▶ **Try it**:
Below are some records. Pull every line that contains the word "SIBERT".

▶ **Data extracts**:
++++++

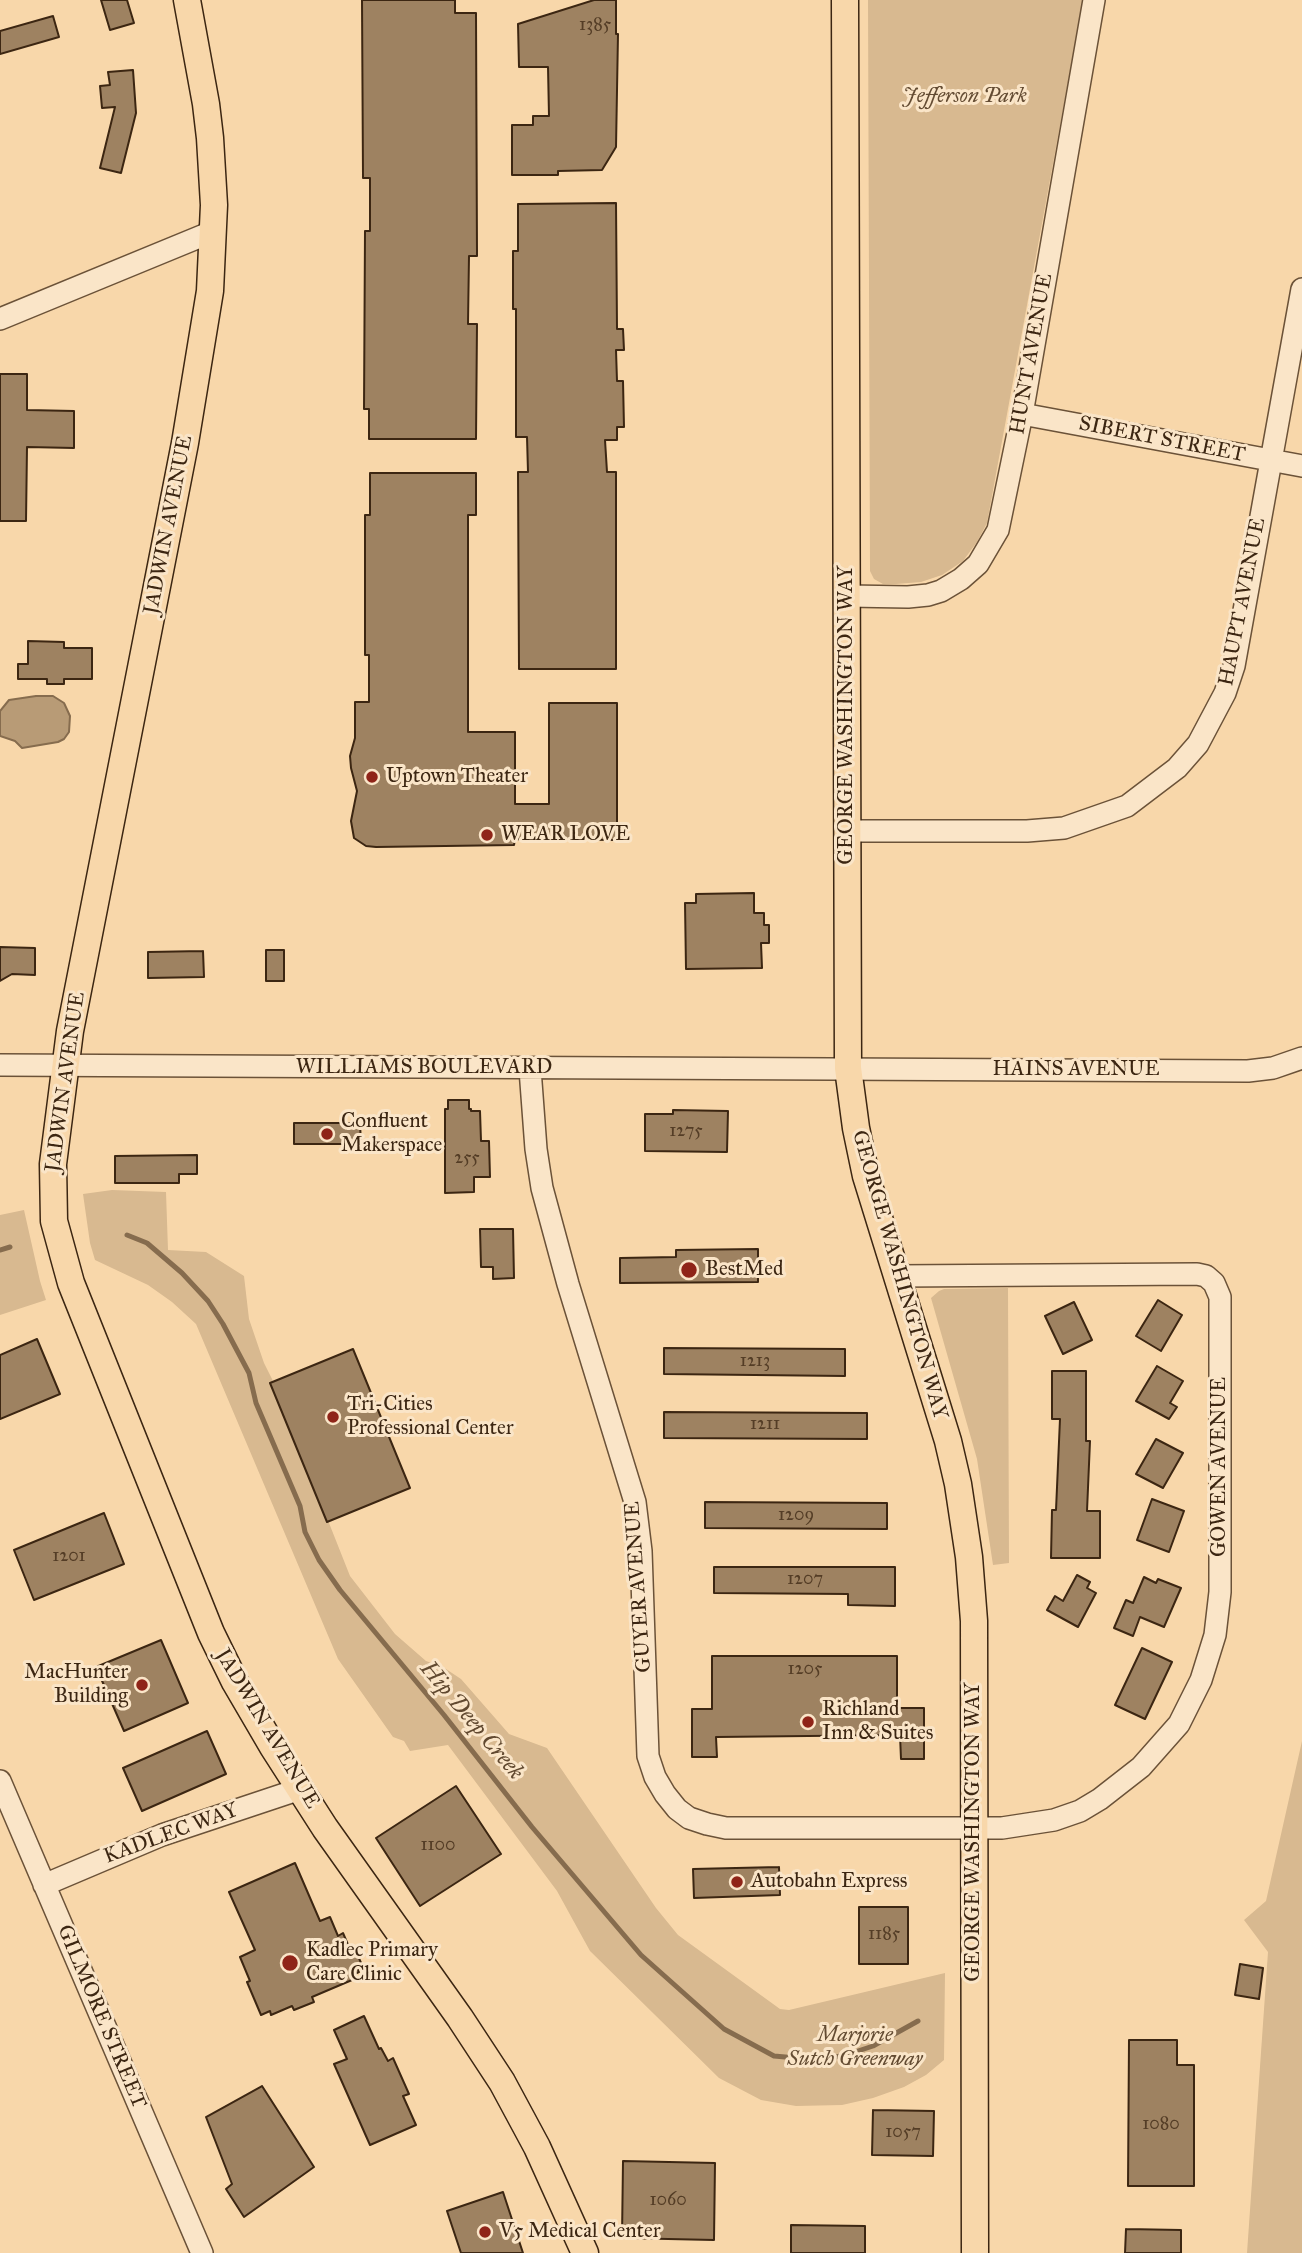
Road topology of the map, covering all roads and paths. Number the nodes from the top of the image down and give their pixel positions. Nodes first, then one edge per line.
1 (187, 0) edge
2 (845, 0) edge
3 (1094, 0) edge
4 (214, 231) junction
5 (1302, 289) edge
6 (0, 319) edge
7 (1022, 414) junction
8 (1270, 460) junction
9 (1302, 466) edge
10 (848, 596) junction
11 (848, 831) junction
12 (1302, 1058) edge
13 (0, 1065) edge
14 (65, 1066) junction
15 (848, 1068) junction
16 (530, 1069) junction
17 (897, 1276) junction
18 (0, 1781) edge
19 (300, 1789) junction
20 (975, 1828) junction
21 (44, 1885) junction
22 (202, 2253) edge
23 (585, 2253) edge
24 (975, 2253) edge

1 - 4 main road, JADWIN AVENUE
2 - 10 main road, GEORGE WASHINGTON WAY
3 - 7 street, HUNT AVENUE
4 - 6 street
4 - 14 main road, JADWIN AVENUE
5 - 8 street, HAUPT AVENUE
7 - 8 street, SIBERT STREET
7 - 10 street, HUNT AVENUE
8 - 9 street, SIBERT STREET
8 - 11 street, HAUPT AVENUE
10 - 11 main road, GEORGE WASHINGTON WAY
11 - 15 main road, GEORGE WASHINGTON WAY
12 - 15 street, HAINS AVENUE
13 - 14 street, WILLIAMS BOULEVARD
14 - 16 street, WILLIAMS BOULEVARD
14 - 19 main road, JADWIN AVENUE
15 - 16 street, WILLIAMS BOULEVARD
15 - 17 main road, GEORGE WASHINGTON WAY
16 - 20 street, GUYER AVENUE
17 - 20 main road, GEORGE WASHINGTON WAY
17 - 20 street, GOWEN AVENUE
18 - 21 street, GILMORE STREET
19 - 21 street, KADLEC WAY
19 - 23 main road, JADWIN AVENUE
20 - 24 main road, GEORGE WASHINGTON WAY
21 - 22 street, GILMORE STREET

++++++

▶ **Answer section**:
7 - 8 street, SIBERT STREET
8 - 9 street, SIBERT STREET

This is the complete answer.